▸ **WHAT NEEDS TO BE DONE**: Among the entries below, please show each line that carries the word "Federal".

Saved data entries
<<<<
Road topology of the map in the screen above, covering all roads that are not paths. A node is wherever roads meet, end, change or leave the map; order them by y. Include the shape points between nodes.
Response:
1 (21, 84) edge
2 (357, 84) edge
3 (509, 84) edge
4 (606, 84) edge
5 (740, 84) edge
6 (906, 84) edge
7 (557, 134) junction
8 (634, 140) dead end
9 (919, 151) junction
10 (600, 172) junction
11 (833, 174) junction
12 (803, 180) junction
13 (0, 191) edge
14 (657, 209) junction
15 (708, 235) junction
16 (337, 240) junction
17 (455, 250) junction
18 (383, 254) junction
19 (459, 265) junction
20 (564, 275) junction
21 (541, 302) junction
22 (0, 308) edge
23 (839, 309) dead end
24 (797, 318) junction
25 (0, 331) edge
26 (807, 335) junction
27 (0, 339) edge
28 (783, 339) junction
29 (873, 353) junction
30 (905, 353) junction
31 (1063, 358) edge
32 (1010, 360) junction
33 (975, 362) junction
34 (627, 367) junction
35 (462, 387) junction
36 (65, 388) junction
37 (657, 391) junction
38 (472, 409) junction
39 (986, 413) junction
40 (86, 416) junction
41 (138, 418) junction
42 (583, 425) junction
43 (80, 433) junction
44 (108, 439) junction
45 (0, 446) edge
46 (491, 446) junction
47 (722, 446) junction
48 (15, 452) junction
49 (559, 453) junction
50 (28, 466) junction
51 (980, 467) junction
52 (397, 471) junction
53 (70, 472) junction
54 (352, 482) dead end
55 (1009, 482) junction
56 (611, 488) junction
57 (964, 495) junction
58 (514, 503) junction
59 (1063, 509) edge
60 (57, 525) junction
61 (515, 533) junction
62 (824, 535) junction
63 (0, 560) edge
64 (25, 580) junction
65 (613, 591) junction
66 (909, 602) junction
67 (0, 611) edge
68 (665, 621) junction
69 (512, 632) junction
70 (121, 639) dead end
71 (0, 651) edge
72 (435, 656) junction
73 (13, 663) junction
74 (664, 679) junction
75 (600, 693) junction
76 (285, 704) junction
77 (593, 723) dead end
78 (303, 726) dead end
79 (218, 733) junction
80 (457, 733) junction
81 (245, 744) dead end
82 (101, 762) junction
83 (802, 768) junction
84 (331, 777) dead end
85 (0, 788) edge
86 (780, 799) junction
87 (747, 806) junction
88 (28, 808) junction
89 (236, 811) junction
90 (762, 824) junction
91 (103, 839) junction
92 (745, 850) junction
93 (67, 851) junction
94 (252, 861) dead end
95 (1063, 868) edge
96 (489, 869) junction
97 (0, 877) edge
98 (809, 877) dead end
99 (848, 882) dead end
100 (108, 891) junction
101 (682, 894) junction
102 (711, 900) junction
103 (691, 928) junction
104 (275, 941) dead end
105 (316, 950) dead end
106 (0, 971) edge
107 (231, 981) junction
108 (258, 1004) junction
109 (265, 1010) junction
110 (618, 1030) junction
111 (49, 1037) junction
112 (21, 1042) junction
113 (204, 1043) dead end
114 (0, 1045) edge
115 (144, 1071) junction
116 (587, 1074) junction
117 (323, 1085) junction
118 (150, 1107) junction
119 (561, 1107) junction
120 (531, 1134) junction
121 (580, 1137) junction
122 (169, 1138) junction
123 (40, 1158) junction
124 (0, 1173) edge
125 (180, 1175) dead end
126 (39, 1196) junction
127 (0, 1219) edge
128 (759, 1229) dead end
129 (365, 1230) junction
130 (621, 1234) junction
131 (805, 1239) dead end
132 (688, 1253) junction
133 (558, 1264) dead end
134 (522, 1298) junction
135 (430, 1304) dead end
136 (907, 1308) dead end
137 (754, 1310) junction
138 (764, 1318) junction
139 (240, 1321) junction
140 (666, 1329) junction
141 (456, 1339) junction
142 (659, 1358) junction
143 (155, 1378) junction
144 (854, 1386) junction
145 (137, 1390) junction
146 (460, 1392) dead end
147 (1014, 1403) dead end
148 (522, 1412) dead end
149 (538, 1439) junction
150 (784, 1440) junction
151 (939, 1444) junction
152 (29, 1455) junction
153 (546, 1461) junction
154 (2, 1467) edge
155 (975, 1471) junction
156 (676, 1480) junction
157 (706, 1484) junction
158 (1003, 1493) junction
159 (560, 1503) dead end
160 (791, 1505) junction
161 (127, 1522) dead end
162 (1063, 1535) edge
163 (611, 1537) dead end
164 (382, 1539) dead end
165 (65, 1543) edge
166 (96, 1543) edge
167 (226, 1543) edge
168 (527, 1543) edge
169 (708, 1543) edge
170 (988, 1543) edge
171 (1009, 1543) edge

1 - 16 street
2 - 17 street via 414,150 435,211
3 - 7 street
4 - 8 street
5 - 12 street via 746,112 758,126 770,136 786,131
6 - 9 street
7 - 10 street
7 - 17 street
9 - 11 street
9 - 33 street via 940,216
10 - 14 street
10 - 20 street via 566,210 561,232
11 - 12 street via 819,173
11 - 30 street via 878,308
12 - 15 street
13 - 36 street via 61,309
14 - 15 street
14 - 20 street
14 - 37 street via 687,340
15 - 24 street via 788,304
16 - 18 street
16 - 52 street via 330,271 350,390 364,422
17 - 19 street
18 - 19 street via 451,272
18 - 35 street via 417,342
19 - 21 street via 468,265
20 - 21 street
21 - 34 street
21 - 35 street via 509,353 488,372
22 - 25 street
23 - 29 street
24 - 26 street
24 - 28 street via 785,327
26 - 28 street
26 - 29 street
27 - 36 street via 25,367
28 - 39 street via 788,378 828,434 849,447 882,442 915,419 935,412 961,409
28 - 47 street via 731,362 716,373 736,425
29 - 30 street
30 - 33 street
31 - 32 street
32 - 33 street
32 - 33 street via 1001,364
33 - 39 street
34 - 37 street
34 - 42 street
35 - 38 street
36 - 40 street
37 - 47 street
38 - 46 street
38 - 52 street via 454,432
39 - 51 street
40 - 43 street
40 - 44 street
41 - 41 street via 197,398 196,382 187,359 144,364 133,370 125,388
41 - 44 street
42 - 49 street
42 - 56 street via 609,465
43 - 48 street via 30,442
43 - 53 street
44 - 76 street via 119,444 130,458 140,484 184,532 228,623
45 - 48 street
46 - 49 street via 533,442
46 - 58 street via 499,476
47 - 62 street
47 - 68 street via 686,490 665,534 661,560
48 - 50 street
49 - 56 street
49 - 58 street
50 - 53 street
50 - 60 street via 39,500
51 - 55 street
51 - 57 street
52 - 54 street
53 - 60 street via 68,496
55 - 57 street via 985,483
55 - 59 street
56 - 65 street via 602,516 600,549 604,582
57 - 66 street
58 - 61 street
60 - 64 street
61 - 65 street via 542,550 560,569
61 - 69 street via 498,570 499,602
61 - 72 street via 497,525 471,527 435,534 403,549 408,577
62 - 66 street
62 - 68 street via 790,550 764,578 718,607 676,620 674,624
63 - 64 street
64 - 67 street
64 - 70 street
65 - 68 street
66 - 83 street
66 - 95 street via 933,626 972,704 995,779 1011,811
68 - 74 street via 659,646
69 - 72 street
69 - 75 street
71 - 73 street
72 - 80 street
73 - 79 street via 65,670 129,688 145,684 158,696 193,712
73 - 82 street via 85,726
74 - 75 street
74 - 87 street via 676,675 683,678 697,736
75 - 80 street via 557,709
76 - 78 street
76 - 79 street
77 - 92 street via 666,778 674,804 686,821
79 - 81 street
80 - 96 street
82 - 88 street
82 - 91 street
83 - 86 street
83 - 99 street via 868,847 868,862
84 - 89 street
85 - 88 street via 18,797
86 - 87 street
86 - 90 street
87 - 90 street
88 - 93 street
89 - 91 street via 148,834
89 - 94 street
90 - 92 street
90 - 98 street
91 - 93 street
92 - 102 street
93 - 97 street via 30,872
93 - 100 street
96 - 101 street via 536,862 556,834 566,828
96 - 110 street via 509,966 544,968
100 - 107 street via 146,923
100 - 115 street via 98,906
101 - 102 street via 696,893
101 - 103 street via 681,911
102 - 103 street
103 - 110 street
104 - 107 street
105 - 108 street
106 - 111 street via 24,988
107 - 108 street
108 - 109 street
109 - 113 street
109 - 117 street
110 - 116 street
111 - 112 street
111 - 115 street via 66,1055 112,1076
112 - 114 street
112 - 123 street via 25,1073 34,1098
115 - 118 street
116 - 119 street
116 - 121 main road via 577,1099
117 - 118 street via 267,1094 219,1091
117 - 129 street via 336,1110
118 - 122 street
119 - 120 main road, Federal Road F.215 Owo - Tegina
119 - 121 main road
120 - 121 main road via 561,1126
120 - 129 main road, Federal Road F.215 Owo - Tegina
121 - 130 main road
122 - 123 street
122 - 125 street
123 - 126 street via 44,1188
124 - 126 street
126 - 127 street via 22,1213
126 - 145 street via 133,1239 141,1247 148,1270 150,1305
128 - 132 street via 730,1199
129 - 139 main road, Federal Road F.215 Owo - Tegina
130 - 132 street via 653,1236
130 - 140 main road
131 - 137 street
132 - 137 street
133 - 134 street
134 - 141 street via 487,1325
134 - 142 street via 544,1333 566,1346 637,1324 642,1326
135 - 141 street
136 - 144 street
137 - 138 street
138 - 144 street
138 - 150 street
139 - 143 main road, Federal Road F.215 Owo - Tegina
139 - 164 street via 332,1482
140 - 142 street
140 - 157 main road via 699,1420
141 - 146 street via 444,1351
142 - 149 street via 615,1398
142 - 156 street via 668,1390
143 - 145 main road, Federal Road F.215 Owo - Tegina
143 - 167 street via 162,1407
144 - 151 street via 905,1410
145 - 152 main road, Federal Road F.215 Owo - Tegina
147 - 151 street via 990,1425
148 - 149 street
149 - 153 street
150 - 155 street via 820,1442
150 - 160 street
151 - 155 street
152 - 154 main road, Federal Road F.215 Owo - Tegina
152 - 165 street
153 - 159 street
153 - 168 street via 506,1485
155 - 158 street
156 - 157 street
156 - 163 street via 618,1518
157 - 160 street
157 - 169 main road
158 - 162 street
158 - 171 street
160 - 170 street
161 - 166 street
>>>>
▸ **COMPLETED TASK**:
119 - 120 main road, Federal Road F.215 Owo - Tegina
120 - 129 main road, Federal Road F.215 Owo - Tegina
129 - 139 main road, Federal Road F.215 Owo - Tegina
139 - 143 main road, Federal Road F.215 Owo - Tegina
143 - 145 main road, Federal Road F.215 Owo - Tegina
145 - 152 main road, Federal Road F.215 Owo - Tegina
152 - 154 main road, Federal Road F.215 Owo - Tegina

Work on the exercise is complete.